Tuesday 7 January 2020

A new relativistic nuclear dynamics code

I note a new paper in press in Physics Letters B by Z. X. Ren et al. (doi: 10.1016/j.physletb.2019.135194) which presents new calculations of alpha cluster dynamics using a new code developed using relativistic density functional theory.  This is a method very similar to much of my research, and it's great that the authors have a production code using the relatvistic theory (my work is non-relativistic). 

This paper on alpha cluster dynamics looks at overlapping problems to my last paper on the subject.  I note that mine was submitted on 05/09/2019 while theirs on 09/09/2019 :-) and it's good to see different methods being used for the same kind of thing.  Our plots of the Fourier strength of the quadrupole vibrations in the Be-8+alpha system ought to be directly comparable:

Spectral power for quadrupole resonances
in He-4 + Be-8 system from Ren et al. (in press)
Insets show spectral density for He-4 + Be-8
quadrupole vibrations (x-axis units are MeV) from
Stevenson et al. (in press)

In the Ren at all work, then solid peak should correspond to the same physical quantity as (probably) the solid peak in my work in the upper inset in the right figure.  Ren's units give the period of the vibration in fm/c, while I give energy in MeV.  The peak from Ren's calculation has a period of ~120 fm/c.  These strange time units are the amount of time it takes light to travel 1 femtometre (10-15 m).  That's a very short amount of time (10-15 / 3×108 ≅ 3.33 × 10-24 s = 3.33 ys = 0.0033 zs).  So 120 fm/c is 0.4 zs (zeptoseconds).  The frequency (number of such vibrations per second) is f=1/0.4 zs which is 2.5×1021 s-1.

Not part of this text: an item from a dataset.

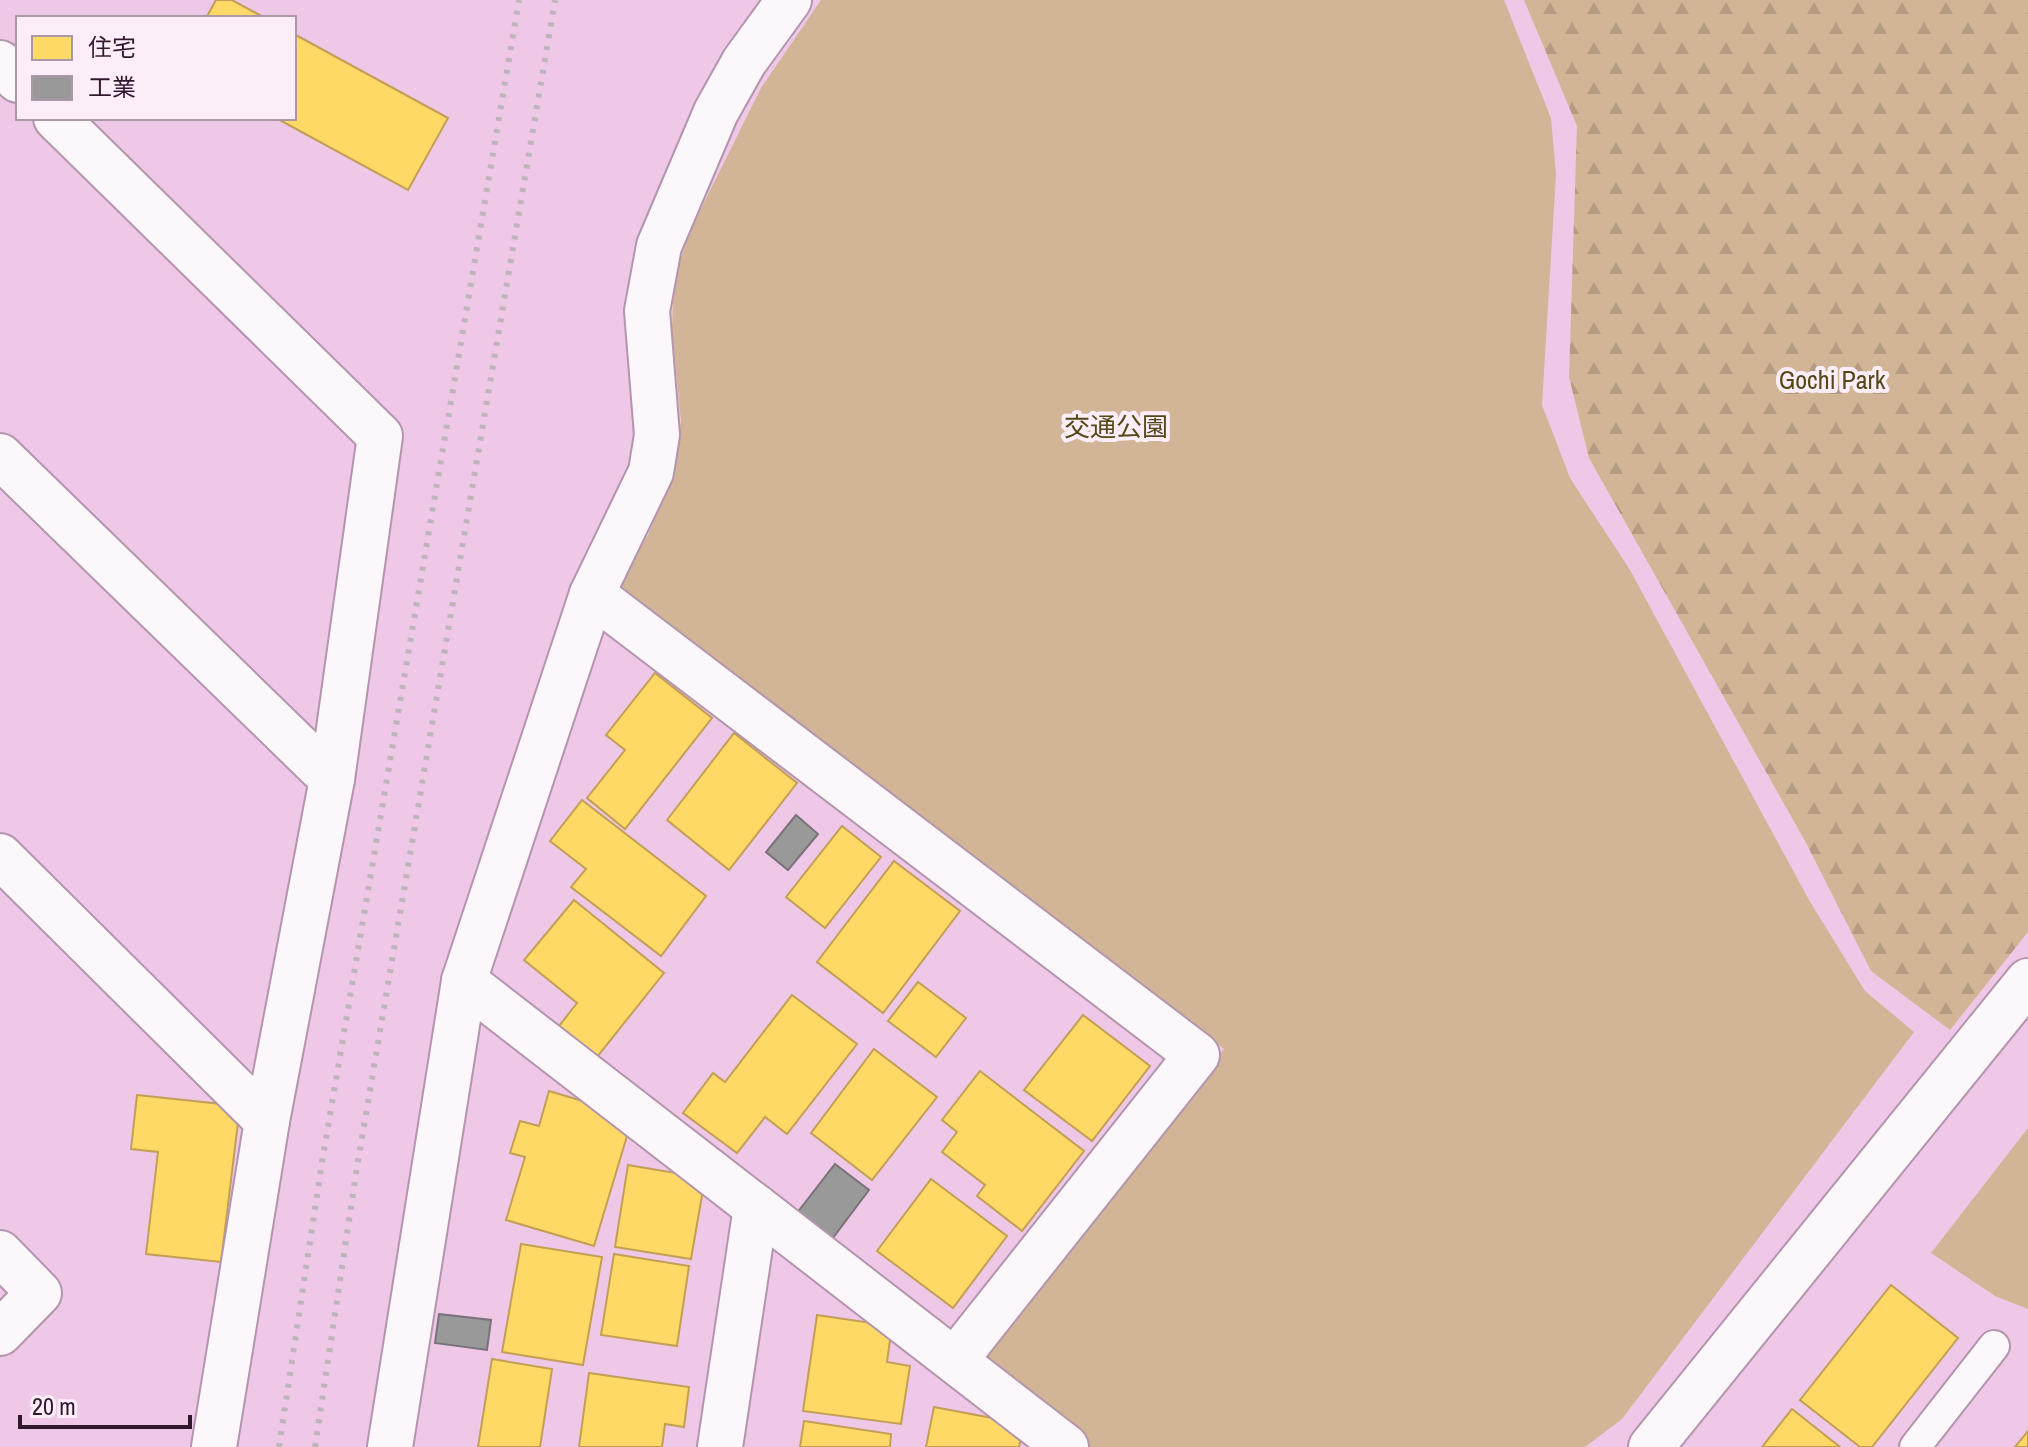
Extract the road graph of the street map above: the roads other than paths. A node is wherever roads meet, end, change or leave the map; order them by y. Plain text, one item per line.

According to Planck's quantization rule, these vibrations have a corresponding energy E=hf, where h is Planck's constant.  so E = (4×10-21 MeV s)(2.5×1021 s-1) ~ 10 MeV, so we appear to agree with each other pretty well.  That's not really surprising, since the nuclear forces we use have to be reasonable enough to reproduce the right kind of scale of nuclear properties, but it's still reassuring.